▶ [Exercise brief]: Where the line with "index pip: (175, 73)" appears below, start writing out lines exactly, and finish with the line with "middle dip: (166, 110)", which is included; write out nothing else.

___ Material shown

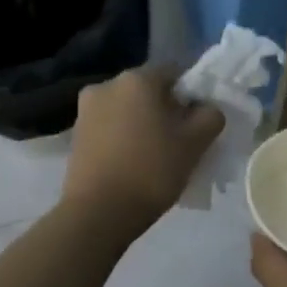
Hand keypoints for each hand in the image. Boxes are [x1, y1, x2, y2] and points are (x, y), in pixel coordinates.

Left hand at [62, 65, 224, 233]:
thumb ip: (210, 116)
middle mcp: (107, 84)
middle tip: (180, 141)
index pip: (175, 73)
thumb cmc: (152, 171)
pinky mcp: (76, 135)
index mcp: (137, 79)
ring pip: (127, 110)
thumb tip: (206, 109)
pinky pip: (110, 127)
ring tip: (155, 156)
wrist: (99, 212)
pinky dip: (124, 138)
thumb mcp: (195, 144)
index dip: (192, 95)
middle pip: (148, 91)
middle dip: (166, 110)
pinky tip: (133, 163)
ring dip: (143, 124)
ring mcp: (86, 109)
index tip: (199, 123)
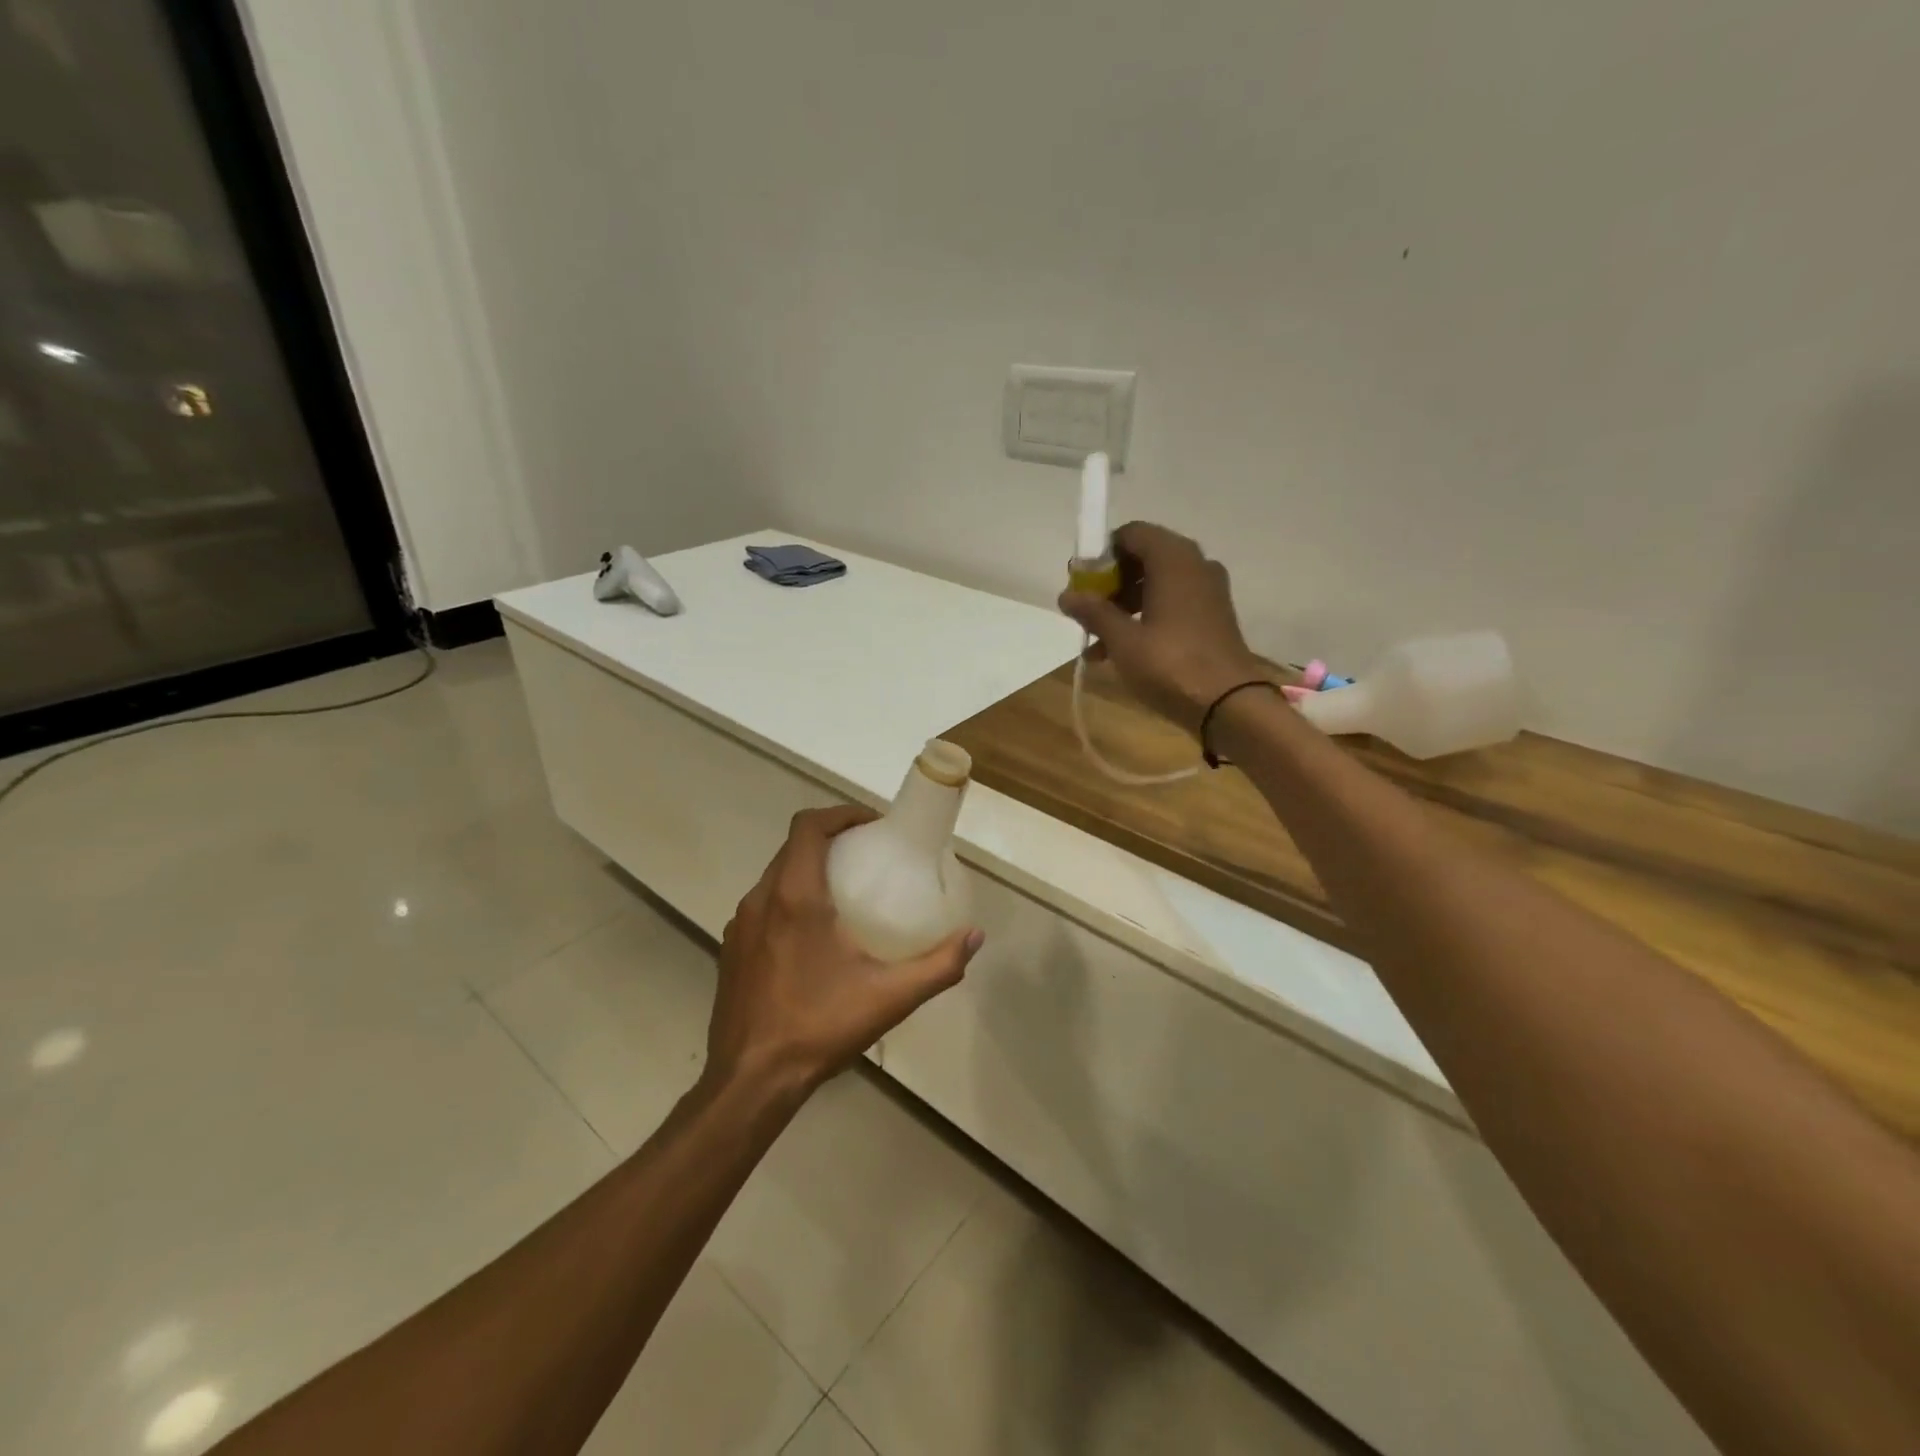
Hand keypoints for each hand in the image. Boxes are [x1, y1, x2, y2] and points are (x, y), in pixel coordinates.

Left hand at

______

▶ [Response to the task]:
index pip: (175, 73)
thumb cmc: (152, 171)
pinky mcp: (76, 135)
index mcp: (137, 79)
ring pip: (127, 110)
thumb tip: (206, 109)
pinky pip: (110, 127)
ring tip: (155, 156)
wrist: (99, 212)
pinky dip: (124, 138)
thumb mcp: (195, 144)
index dip: (192, 95)
middle pip: (148, 91)
middle dip: (166, 110)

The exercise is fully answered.